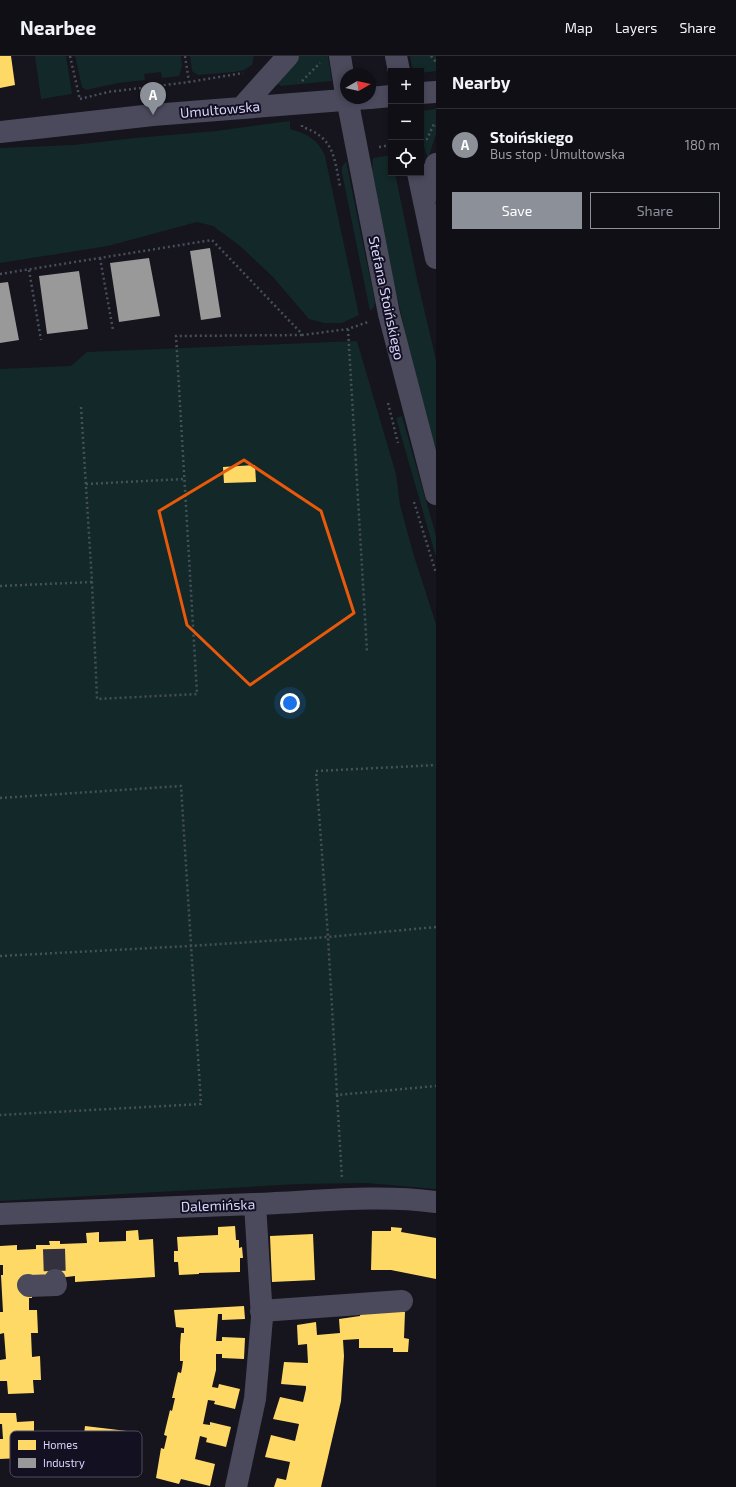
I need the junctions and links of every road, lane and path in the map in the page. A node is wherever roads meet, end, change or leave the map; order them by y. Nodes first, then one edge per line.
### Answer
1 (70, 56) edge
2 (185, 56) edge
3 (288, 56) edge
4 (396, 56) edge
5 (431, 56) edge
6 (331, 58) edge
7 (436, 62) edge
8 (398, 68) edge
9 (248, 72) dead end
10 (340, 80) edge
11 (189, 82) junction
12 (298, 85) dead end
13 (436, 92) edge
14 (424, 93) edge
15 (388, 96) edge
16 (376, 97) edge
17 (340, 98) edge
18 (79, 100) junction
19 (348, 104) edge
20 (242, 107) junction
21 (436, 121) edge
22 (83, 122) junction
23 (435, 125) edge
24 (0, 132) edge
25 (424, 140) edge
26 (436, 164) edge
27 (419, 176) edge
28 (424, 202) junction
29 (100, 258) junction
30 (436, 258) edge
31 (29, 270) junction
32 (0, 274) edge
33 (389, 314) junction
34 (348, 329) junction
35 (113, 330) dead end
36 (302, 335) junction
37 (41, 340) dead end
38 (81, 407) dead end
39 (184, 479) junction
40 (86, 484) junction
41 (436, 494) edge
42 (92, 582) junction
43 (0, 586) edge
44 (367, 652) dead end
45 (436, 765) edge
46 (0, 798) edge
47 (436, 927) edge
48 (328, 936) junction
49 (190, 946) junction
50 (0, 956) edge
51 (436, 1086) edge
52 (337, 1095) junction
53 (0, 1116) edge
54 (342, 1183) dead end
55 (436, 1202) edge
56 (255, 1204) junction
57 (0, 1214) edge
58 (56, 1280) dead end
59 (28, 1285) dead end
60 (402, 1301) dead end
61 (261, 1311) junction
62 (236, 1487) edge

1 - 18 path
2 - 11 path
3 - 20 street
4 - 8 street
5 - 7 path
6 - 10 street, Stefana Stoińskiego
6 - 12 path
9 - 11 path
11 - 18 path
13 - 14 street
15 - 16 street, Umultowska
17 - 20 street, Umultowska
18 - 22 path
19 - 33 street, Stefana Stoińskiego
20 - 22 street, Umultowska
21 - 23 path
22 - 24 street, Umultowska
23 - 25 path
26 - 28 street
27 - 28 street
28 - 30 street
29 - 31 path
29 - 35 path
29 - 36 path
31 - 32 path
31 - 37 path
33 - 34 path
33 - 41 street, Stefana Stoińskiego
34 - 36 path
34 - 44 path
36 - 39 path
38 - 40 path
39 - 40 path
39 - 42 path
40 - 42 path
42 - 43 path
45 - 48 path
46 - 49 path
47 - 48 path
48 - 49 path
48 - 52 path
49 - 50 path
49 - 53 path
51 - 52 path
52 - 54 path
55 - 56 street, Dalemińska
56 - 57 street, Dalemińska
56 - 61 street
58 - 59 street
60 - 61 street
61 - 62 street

☆ ☆ ☆ ☆ ☆

Problem details:
Scan the material above for "Stoińskiego". Copy every line where it appears.

Task result:
6 - 10 street, Stefana Stoińskiego
19 - 33 street, Stefana Stoińskiego
33 - 41 street, Stefana Stoińskiego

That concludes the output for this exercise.